### [THE PROBLEM]
Omit every picture while repeating the entries exactly.

--- SOURCE RECORDS ---

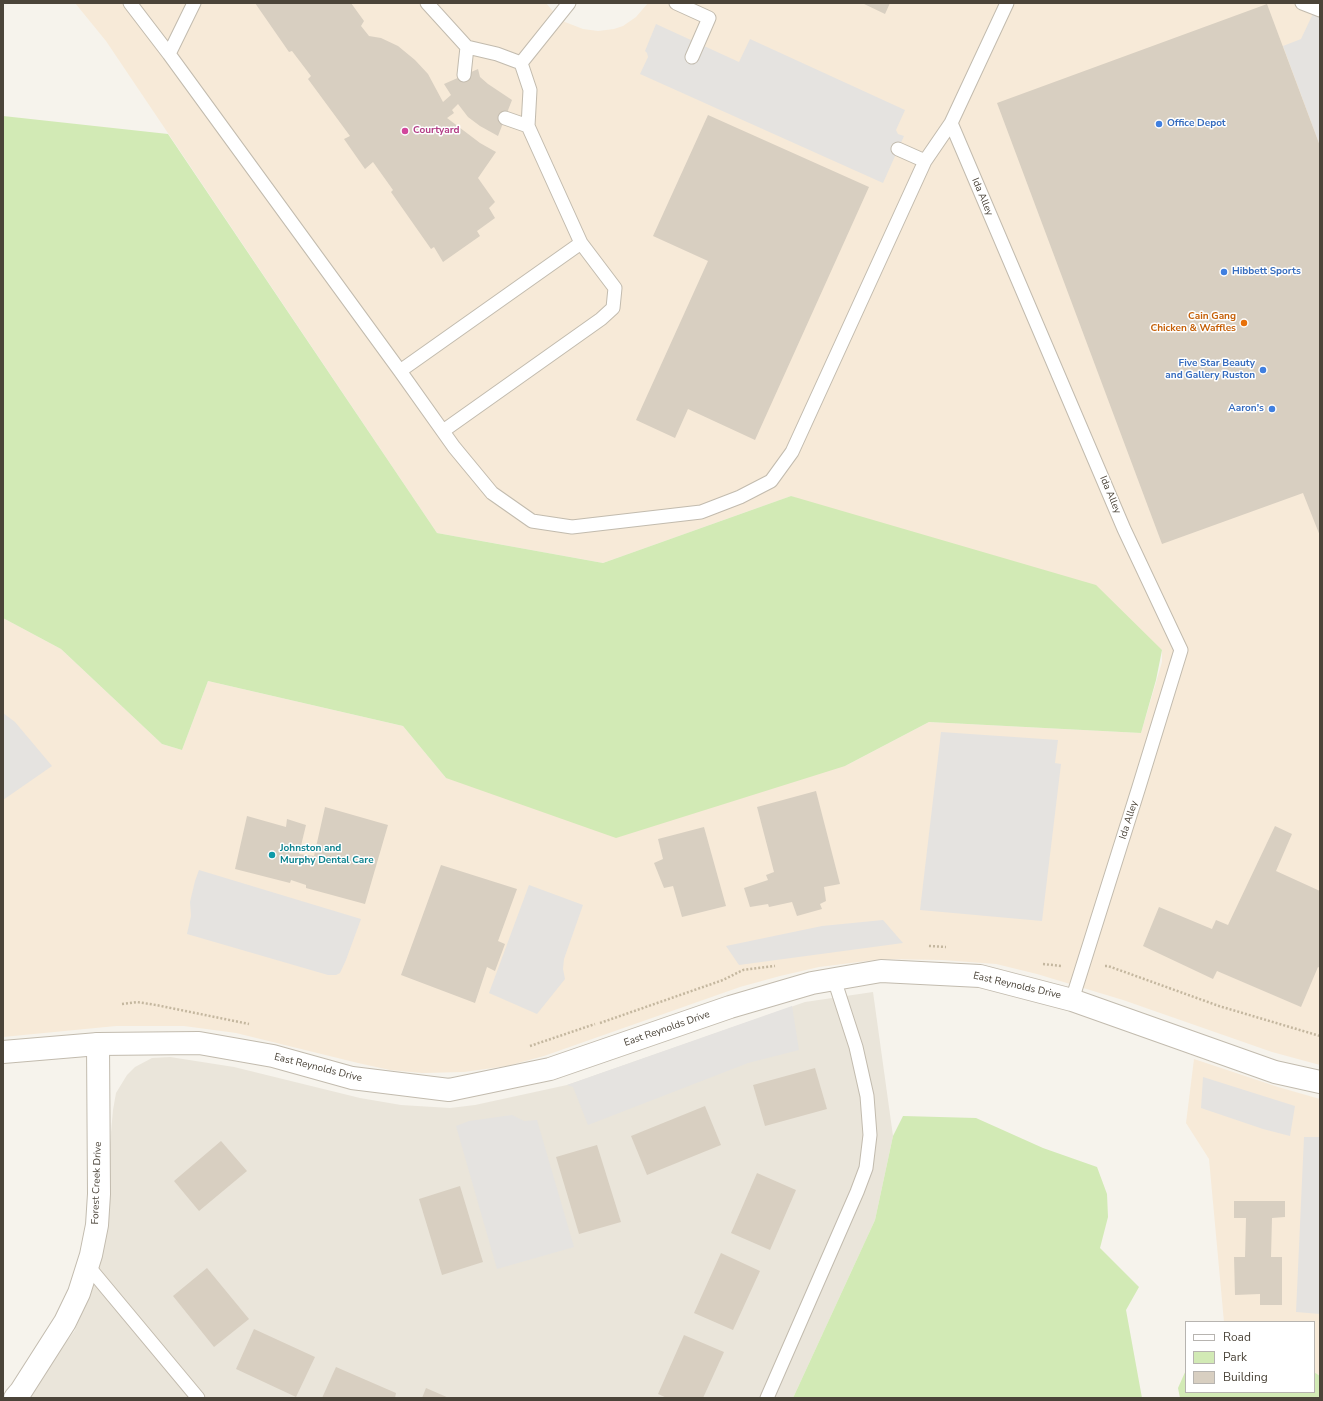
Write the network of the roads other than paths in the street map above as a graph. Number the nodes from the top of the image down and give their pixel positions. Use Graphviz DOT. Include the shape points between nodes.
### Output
graph roads {
  1 [pos="130,3"];
  2 [pos="194,3"];
  3 [pos="427,3"];
  4 [pos="569,3"];
  5 [pos="676,3"];
  6 [pos="1007,3"];
  7 [pos="1302,3"];
  8 [pos="1320,10"];
  9 [pos="467,47"];
  10 [pos="169,54"];
  11 [pos="692,57"];
  12 [pos="521,63"];
  13 [pos="464,75"];
  14 [pos="505,118"];
  15 [pos="951,123"];
  16 [pos="528,126"];
  17 [pos="898,149"];
  18 [pos="925,161"];
  19 [pos="581,243"];
  20 [pos="400,370"];
  21 [pos="443,431"];
  22 [pos="834,979"];
  23 [pos="1072,1000"];
  24 [pos="98,1044"];
  25 [pos="3,1052"];
  26 [pos="1320,1082"];
  27 [pos="88,1266"];
  28 [pos="15,1398"];
  29 [pos="198,1398"];
  30 [pos="767,1398"];
  1 -- 10 [label="lane"];
  2 -- 10 [label="lane"];
  3 -- 9 [label="lane"];
  4 -- 12 [label="lane"];
  5 -- 11 [label="lane" via="709,18"];
  6 -- 15 [label="lane"];
  7 -- 8 [label="lane"];
  9 -- 12 [label="lane"];
  9 -- 13 [label="lane"];
  10 -- 20 [label="lane"];
  12 -- 16 [label="lane" via="530,90"];
  14 -- 16 [label="lane"];
  15 -- 18 [label="lane"];
  15 -- 23 [label="lane, Ida Alley" via="1124,529 1181,650"];
  16 -- 19 [label="lane"];
  17 -- 18 [label="lane"];
  18 -- 21 [label="lane" via="792,452 771,481 740,497 701,512 572,527 532,520 492,493"];
  19 -- 20 [label="lane"];
  19 -- 21 [label="lane" via="615,288 613,308 602,319"];
  20 -- 21 [label="lane"];
  22 -- 23 [label="street, East Reynolds Drive" via="881,970 980,976"];
  22 -- 24 [label="street, East Reynolds Drive" via="730,1007 550,1069 448,1090 352,1078 273,1056 199,1043"];
  22 -- 30 [label="lane" via="856,1047 867,1096 870,1134 866,1168"];
  23 -- 26 [label="street, East Reynolds Drive" via="1275,1072"];
  24 -- 25 [label="street, East Reynolds Drive"];
  24 -- 27 [label="street, Forest Creek Drive" via="99,1194"];
  27 -- 28 [label="street, Forest Creek Drive" via="65,1322"];
  27 -- 29 [label="lane"];
}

---

### [FINISHED EXERCISE]
Write the network of the roads other than paths in the street map above as a graph. Number the nodes from the top of the image down and give their pixel positions. Use Graphviz DOT. Include the shape points between nodes.
### Output
graph roads {
  1 [pos="130,3"];
  2 [pos="194,3"];
  3 [pos="427,3"];
  4 [pos="569,3"];
  5 [pos="676,3"];
  6 [pos="1007,3"];
  7 [pos="1302,3"];
  8 [pos="1320,10"];
  9 [pos="467,47"];
  10 [pos="169,54"];
  11 [pos="692,57"];
  12 [pos="521,63"];
  13 [pos="464,75"];
  14 [pos="505,118"];
  15 [pos="951,123"];
  16 [pos="528,126"];
  17 [pos="898,149"];
  18 [pos="925,161"];
  19 [pos="581,243"];
  20 [pos="400,370"];
  21 [pos="443,431"];
  22 [pos="834,979"];
  23 [pos="1072,1000"];
  24 [pos="98,1044"];
  25 [pos="3,1052"];
  26 [pos="1320,1082"];
  27 [pos="88,1266"];
  28 [pos="15,1398"];
  29 [pos="198,1398"];
  30 [pos="767,1398"];
  1 -- 10 [label="lane"];
  2 -- 10 [label="lane"];
  3 -- 9 [label="lane"];
  4 -- 12 [label="lane"];
  5 -- 11 [label="lane" via="709,18"];
  6 -- 15 [label="lane"];
  7 -- 8 [label="lane"];
  9 -- 12 [label="lane"];
  9 -- 13 [label="lane"];
  10 -- 20 [label="lane"];
  12 -- 16 [label="lane" via="530,90"];
  14 -- 16 [label="lane"];
  15 -- 18 [label="lane"];
  15 -- 23 [label="lane, Ida Alley" via="1124,529 1181,650"];
  16 -- 19 [label="lane"];
  17 -- 18 [label="lane"];
  18 -- 21 [label="lane" via="792,452 771,481 740,497 701,512 572,527 532,520 492,493"];
  19 -- 20 [label="lane"];
  19 -- 21 [label="lane" via="615,288 613,308 602,319"];
  20 -- 21 [label="lane"];
  22 -- 23 [label="street, East Reynolds Drive" via="881,970 980,976"];
  22 -- 24 [label="street, East Reynolds Drive" via="730,1007 550,1069 448,1090 352,1078 273,1056 199,1043"];
  22 -- 30 [label="lane" via="856,1047 867,1096 870,1134 866,1168"];
  23 -- 26 [label="street, East Reynolds Drive" via="1275,1072"];
  24 -- 25 [label="street, East Reynolds Drive"];
  24 -- 27 [label="street, Forest Creek Drive" via="99,1194"];
  27 -- 28 [label="street, Forest Creek Drive" via="65,1322"];
  27 -- 29 [label="lane"];
}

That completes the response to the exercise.